Exercise: Could you copy every line from the material below in which "SCHLEHENWEG" appears?

*** Supplied records ***

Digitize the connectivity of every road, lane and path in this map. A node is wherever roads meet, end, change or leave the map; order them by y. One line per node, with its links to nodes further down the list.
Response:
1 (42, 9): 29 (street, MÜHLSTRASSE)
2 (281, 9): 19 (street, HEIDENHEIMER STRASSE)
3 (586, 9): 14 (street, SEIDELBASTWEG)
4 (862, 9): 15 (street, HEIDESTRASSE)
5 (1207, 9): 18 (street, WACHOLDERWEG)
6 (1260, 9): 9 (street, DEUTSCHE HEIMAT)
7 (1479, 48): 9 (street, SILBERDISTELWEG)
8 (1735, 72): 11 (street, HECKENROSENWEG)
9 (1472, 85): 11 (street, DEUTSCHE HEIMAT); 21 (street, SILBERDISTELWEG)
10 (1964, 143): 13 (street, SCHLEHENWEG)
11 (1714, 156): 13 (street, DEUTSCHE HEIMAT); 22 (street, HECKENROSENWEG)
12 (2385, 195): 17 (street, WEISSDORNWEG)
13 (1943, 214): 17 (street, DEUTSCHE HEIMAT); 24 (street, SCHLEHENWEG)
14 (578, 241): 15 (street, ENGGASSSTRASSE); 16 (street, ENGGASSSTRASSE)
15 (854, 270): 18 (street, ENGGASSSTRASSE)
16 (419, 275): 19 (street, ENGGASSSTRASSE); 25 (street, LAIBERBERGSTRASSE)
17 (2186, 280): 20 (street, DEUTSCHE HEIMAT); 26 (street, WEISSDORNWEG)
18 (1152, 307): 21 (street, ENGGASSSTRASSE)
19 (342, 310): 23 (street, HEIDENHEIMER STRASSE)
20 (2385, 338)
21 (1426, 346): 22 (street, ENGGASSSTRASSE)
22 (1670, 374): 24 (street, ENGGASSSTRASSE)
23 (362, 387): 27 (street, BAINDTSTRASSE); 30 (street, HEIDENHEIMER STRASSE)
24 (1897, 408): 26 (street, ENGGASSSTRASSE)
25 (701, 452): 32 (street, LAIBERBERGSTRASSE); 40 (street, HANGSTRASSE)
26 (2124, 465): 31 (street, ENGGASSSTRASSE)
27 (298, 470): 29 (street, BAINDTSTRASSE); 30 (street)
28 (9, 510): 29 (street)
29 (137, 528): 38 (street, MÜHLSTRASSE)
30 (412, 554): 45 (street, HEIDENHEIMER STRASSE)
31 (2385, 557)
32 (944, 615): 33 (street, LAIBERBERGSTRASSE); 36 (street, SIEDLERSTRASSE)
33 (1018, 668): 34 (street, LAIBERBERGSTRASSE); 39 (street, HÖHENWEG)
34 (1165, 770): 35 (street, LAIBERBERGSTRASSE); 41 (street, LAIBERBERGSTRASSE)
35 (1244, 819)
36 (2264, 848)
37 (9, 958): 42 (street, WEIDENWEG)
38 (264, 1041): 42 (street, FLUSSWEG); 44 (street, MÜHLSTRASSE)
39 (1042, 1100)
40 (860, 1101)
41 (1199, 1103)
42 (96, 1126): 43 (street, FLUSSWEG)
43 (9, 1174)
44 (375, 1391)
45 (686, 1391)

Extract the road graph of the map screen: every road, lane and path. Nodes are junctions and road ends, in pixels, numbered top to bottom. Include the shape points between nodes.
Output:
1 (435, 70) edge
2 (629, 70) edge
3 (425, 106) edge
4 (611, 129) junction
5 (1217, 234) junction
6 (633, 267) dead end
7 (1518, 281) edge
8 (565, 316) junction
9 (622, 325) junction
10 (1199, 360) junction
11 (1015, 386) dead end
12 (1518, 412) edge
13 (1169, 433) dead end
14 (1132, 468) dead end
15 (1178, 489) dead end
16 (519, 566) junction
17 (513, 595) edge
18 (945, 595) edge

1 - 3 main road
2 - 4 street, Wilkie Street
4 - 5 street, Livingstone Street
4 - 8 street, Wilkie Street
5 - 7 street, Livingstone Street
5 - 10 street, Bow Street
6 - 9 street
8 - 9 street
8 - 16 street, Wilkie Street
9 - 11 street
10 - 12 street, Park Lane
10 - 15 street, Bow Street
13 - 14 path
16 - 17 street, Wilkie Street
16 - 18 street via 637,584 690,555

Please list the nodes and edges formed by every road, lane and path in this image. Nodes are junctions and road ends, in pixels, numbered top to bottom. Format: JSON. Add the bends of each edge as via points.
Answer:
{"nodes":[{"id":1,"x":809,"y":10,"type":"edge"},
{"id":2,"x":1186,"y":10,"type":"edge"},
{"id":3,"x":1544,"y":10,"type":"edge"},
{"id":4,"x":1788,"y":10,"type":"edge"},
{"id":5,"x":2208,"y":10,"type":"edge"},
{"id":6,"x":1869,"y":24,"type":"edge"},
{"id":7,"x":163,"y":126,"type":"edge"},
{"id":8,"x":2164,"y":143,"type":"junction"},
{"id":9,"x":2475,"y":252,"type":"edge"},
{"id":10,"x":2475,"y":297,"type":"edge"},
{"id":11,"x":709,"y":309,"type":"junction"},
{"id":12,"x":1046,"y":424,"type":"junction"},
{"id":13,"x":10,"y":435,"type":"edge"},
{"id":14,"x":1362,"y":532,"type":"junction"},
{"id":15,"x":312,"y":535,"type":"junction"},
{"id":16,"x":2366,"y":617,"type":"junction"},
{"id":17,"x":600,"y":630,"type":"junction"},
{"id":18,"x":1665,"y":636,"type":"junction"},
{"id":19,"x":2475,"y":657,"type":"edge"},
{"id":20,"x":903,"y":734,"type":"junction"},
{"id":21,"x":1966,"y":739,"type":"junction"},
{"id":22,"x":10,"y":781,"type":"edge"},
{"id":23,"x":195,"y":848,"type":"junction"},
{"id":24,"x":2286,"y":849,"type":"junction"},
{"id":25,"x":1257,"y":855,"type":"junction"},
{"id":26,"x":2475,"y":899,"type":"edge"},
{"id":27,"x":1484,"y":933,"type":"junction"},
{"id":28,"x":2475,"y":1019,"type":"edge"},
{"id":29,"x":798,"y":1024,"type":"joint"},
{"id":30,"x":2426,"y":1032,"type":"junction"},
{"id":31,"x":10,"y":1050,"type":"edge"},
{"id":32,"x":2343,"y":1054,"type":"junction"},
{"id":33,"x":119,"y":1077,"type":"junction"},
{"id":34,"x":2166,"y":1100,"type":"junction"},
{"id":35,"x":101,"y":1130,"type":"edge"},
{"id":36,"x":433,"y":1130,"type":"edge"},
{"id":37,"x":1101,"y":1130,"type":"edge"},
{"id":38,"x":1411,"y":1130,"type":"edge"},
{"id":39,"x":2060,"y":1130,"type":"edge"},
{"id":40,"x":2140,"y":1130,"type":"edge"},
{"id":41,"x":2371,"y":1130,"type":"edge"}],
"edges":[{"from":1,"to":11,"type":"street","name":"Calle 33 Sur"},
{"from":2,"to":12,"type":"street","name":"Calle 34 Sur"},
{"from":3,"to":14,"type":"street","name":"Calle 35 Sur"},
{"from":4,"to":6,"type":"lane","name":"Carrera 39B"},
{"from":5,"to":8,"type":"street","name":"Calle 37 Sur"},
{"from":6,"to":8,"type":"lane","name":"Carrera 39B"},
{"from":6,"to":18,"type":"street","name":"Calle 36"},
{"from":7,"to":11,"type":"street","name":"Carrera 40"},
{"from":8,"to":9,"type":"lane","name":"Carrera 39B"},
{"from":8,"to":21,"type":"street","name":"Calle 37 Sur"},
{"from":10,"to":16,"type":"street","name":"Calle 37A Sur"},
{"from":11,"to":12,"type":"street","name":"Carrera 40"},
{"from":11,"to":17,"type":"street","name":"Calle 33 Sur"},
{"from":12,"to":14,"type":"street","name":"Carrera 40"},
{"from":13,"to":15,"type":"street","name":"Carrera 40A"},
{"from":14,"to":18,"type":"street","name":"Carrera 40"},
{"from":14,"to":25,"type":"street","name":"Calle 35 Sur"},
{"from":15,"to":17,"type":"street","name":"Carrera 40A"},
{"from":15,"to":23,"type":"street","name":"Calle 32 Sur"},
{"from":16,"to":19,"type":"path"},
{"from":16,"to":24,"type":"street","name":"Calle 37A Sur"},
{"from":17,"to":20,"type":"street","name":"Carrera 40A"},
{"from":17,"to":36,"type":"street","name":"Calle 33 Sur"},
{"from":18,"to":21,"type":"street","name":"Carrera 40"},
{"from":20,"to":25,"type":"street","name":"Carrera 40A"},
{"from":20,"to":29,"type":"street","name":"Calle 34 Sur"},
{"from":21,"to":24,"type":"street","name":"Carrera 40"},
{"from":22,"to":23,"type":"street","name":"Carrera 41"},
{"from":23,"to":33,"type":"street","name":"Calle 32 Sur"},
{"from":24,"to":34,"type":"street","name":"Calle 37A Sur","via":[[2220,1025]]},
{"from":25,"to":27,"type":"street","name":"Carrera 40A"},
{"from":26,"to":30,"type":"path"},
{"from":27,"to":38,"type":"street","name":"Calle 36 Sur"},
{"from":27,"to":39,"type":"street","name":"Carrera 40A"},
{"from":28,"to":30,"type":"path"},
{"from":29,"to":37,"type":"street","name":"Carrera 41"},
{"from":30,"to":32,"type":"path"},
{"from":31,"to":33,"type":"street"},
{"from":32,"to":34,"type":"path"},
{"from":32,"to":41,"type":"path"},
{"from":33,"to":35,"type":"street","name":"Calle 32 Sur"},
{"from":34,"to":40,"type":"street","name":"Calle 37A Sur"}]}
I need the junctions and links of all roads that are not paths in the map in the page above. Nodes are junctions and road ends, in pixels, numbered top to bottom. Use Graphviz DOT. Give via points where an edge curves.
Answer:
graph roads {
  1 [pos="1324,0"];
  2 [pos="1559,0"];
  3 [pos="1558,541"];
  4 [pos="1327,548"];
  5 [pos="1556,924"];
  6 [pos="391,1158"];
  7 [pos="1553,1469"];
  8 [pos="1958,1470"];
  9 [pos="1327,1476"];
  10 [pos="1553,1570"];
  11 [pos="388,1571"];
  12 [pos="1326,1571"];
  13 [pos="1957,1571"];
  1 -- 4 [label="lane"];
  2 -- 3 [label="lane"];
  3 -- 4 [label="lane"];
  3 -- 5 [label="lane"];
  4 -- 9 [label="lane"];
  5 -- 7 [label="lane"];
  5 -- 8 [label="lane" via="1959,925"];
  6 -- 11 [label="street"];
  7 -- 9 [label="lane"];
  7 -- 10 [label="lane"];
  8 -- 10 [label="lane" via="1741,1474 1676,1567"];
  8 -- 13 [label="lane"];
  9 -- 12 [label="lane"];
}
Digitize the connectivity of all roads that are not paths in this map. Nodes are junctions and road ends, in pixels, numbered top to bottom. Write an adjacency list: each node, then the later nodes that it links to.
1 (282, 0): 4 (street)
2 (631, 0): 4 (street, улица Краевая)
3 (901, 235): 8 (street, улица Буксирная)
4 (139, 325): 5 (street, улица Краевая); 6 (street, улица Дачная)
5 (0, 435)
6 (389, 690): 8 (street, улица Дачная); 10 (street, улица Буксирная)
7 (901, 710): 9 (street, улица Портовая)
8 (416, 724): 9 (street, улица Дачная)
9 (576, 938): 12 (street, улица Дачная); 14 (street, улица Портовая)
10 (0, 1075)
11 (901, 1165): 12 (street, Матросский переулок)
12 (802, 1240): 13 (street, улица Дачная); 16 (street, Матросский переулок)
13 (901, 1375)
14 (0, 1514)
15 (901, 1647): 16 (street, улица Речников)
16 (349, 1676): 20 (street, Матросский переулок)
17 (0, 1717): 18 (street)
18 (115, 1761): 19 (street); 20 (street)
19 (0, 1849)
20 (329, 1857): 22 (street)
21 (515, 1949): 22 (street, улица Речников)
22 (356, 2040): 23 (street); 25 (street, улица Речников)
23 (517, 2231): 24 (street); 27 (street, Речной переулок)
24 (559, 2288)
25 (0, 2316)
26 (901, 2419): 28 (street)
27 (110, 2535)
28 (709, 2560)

***

Result of this task:
10 (1964, 143): 13 (street, SCHLEHENWEG)
13 (1943, 214): 17 (street, DEUTSCHE HEIMAT); 24 (street, SCHLEHENWEG)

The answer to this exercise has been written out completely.